#### Work instructions
Set down the records below in full, exactly as they read.

#### Dataset content
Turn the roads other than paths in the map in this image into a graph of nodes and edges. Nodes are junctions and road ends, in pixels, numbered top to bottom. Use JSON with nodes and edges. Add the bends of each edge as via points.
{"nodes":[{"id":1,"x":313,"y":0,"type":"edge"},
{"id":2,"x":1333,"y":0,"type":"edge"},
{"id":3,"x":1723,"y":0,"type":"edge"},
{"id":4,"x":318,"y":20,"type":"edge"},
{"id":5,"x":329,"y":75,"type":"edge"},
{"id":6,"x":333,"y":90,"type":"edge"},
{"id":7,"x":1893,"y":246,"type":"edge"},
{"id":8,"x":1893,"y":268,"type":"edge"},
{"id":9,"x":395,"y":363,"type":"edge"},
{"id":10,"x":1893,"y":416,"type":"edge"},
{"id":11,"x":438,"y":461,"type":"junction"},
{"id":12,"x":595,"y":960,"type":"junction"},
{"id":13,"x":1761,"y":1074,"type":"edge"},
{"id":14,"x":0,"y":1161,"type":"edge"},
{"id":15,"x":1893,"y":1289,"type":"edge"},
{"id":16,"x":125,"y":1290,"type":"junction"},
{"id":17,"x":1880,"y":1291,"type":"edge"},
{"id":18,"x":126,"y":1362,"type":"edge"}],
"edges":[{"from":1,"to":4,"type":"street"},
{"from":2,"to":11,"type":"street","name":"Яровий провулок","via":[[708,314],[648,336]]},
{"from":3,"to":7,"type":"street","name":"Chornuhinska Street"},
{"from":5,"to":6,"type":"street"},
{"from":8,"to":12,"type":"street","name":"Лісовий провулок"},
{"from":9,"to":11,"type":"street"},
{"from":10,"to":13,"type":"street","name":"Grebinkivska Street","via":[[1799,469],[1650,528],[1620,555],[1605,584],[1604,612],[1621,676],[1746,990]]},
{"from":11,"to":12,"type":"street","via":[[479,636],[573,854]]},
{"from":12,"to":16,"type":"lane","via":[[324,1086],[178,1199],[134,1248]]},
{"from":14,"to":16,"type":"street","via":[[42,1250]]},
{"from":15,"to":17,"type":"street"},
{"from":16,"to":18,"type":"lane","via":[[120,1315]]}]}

#### Task output
Turn the roads other than paths in the map in this image into a graph of nodes and edges. Nodes are junctions and road ends, in pixels, numbered top to bottom. Use JSON with nodes and edges. Add the bends of each edge as via points.
{"nodes":[{"id":1,"x":313,"y":0,"type":"edge"},
{"id":2,"x":1333,"y":0,"type":"edge"},
{"id":3,"x":1723,"y":0,"type":"edge"},
{"id":4,"x":318,"y":20,"type":"edge"},
{"id":5,"x":329,"y":75,"type":"edge"},
{"id":6,"x":333,"y":90,"type":"edge"},
{"id":7,"x":1893,"y":246,"type":"edge"},
{"id":8,"x":1893,"y":268,"type":"edge"},
{"id":9,"x":395,"y":363,"type":"edge"},
{"id":10,"x":1893,"y":416,"type":"edge"},
{"id":11,"x":438,"y":461,"type":"junction"},
{"id":12,"x":595,"y":960,"type":"junction"},
{"id":13,"x":1761,"y":1074,"type":"edge"},
{"id":14,"x":0,"y":1161,"type":"edge"},
{"id":15,"x":1893,"y":1289,"type":"edge"},
{"id":16,"x":125,"y":1290,"type":"junction"},
{"id":17,"x":1880,"y":1291,"type":"edge"},
{"id":18,"x":126,"y":1362,"type":"edge"}],
"edges":[{"from":1,"to":4,"type":"street"},
{"from":2,"to":11,"type":"street","name":"Яровий провулок","via":[[708,314],[648,336]]},
{"from":3,"to":7,"type":"street","name":"Chornuhinska Street"},
{"from":5,"to":6,"type":"street"},
{"from":8,"to":12,"type":"street","name":"Лісовий провулок"},
{"from":9,"to":11,"type":"street"},
{"from":10,"to":13,"type":"street","name":"Grebinkivska Street","via":[[1799,469],[1650,528],[1620,555],[1605,584],[1604,612],[1621,676],[1746,990]]},
{"from":11,"to":12,"type":"street","via":[[479,636],[573,854]]},
{"from":12,"to":16,"type":"lane","via":[[324,1086],[178,1199],[134,1248]]},
{"from":14,"to":16,"type":"street","via":[[42,1250]]},
{"from":15,"to":17,"type":"street"},
{"from":16,"to":18,"type":"lane","via":[[120,1315]]}]}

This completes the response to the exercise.